Exercise data START

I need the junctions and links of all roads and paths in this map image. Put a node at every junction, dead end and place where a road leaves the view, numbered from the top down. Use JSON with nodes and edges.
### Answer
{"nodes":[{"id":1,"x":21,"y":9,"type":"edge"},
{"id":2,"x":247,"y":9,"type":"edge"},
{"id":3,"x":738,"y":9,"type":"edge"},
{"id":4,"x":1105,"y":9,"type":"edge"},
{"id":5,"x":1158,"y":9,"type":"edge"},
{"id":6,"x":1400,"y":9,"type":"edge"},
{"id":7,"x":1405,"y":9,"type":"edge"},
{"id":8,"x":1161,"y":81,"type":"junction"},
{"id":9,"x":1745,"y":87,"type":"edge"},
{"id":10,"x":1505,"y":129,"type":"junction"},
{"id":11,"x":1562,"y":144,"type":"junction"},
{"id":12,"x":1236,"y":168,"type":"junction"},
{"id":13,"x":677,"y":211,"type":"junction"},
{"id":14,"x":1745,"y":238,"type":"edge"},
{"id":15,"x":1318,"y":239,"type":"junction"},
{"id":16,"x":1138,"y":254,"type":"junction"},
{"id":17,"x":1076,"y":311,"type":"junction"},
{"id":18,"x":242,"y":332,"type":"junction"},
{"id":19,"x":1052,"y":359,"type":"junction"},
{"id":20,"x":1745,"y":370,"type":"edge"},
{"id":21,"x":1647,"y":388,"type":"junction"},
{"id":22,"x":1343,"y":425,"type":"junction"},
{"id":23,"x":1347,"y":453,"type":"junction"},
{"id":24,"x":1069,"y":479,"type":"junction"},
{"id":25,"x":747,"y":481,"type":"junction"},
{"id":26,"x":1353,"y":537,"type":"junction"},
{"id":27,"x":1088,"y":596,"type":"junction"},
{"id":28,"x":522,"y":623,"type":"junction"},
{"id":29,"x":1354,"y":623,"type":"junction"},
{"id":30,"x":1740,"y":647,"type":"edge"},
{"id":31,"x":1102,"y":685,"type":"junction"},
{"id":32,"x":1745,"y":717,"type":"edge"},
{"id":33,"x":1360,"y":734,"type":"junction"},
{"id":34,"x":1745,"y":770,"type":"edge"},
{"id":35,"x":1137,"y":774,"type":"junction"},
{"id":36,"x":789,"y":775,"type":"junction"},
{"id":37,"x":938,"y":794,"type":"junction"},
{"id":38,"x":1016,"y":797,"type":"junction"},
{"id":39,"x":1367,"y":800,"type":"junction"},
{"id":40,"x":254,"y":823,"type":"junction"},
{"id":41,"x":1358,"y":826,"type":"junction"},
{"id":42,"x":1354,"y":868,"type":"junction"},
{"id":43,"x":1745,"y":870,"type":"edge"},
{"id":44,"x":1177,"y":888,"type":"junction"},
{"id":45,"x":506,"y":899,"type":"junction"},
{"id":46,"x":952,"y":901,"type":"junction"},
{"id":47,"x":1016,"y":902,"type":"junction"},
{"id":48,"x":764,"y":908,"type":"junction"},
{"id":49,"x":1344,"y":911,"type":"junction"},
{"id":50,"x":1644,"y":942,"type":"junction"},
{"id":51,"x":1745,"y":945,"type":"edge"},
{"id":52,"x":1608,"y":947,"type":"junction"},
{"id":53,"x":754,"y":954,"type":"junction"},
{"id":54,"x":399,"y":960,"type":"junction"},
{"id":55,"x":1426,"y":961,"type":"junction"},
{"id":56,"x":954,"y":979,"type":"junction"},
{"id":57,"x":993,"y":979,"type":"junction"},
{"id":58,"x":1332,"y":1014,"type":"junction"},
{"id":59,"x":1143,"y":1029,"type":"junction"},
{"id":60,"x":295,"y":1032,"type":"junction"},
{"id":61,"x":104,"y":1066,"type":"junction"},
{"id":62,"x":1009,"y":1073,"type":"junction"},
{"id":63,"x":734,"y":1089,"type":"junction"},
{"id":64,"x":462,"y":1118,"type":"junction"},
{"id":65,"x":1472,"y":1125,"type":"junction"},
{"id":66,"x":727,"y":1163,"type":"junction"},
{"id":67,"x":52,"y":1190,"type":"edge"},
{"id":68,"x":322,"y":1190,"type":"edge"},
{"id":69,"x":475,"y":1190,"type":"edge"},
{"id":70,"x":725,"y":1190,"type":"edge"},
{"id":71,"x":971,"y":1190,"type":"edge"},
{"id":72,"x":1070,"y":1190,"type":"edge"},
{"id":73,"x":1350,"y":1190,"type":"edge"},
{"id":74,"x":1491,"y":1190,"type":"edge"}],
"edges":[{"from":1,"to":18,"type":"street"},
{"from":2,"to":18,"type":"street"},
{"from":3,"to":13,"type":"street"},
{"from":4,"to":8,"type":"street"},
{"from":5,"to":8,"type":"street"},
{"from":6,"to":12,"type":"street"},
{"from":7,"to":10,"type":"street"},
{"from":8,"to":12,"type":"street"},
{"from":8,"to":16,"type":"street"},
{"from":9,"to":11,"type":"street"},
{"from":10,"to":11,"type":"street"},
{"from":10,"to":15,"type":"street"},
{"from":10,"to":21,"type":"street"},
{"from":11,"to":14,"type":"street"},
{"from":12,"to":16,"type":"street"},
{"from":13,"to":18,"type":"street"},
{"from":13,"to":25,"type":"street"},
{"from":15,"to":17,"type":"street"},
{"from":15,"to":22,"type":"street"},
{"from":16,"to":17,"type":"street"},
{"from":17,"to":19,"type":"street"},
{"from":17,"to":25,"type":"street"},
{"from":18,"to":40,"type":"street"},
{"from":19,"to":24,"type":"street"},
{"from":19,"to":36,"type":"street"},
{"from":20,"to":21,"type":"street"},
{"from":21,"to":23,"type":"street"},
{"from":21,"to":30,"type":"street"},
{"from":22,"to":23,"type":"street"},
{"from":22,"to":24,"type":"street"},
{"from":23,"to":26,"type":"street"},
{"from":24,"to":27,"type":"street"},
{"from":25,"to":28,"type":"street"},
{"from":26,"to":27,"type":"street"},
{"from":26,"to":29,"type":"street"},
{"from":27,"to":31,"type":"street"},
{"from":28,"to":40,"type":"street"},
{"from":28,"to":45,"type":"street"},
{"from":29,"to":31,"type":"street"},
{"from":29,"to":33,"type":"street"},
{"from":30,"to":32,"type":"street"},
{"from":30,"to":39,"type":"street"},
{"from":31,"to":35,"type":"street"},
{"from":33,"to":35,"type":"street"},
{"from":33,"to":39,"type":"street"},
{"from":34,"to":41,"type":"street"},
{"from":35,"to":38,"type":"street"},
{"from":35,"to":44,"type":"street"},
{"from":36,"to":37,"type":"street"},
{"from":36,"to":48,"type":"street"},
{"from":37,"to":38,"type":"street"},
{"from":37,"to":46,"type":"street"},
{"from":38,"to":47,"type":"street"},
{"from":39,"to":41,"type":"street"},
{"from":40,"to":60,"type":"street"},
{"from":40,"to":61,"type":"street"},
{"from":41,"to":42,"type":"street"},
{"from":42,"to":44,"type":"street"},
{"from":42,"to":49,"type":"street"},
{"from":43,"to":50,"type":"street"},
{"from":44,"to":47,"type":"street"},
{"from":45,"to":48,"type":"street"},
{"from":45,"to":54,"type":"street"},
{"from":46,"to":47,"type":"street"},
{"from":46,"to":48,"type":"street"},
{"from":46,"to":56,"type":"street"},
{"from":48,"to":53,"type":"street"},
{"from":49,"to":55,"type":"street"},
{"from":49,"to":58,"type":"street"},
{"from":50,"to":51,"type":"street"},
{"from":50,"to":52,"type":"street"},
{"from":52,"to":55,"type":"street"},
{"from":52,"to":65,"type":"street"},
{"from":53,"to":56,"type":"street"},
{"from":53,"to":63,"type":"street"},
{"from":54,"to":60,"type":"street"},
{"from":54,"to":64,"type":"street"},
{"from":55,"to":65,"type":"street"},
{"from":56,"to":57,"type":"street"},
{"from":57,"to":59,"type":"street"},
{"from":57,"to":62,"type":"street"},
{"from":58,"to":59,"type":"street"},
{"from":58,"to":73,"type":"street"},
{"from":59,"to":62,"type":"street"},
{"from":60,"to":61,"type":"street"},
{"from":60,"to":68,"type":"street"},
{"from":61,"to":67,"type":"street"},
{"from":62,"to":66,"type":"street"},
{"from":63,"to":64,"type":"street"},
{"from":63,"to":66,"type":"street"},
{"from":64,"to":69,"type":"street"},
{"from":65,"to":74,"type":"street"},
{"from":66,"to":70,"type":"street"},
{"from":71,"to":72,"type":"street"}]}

Exercise data END

Lines above with the string "nodes" need to be found and copied.

I need the junctions and links of all roads and paths in this map image. Put a node at every junction, dead end and place where a road leaves the view, numbered from the top down. Use JSON with nodes and edges.
{"nodes":[{"id":1,"x":21,"y":9,"type":"edge"},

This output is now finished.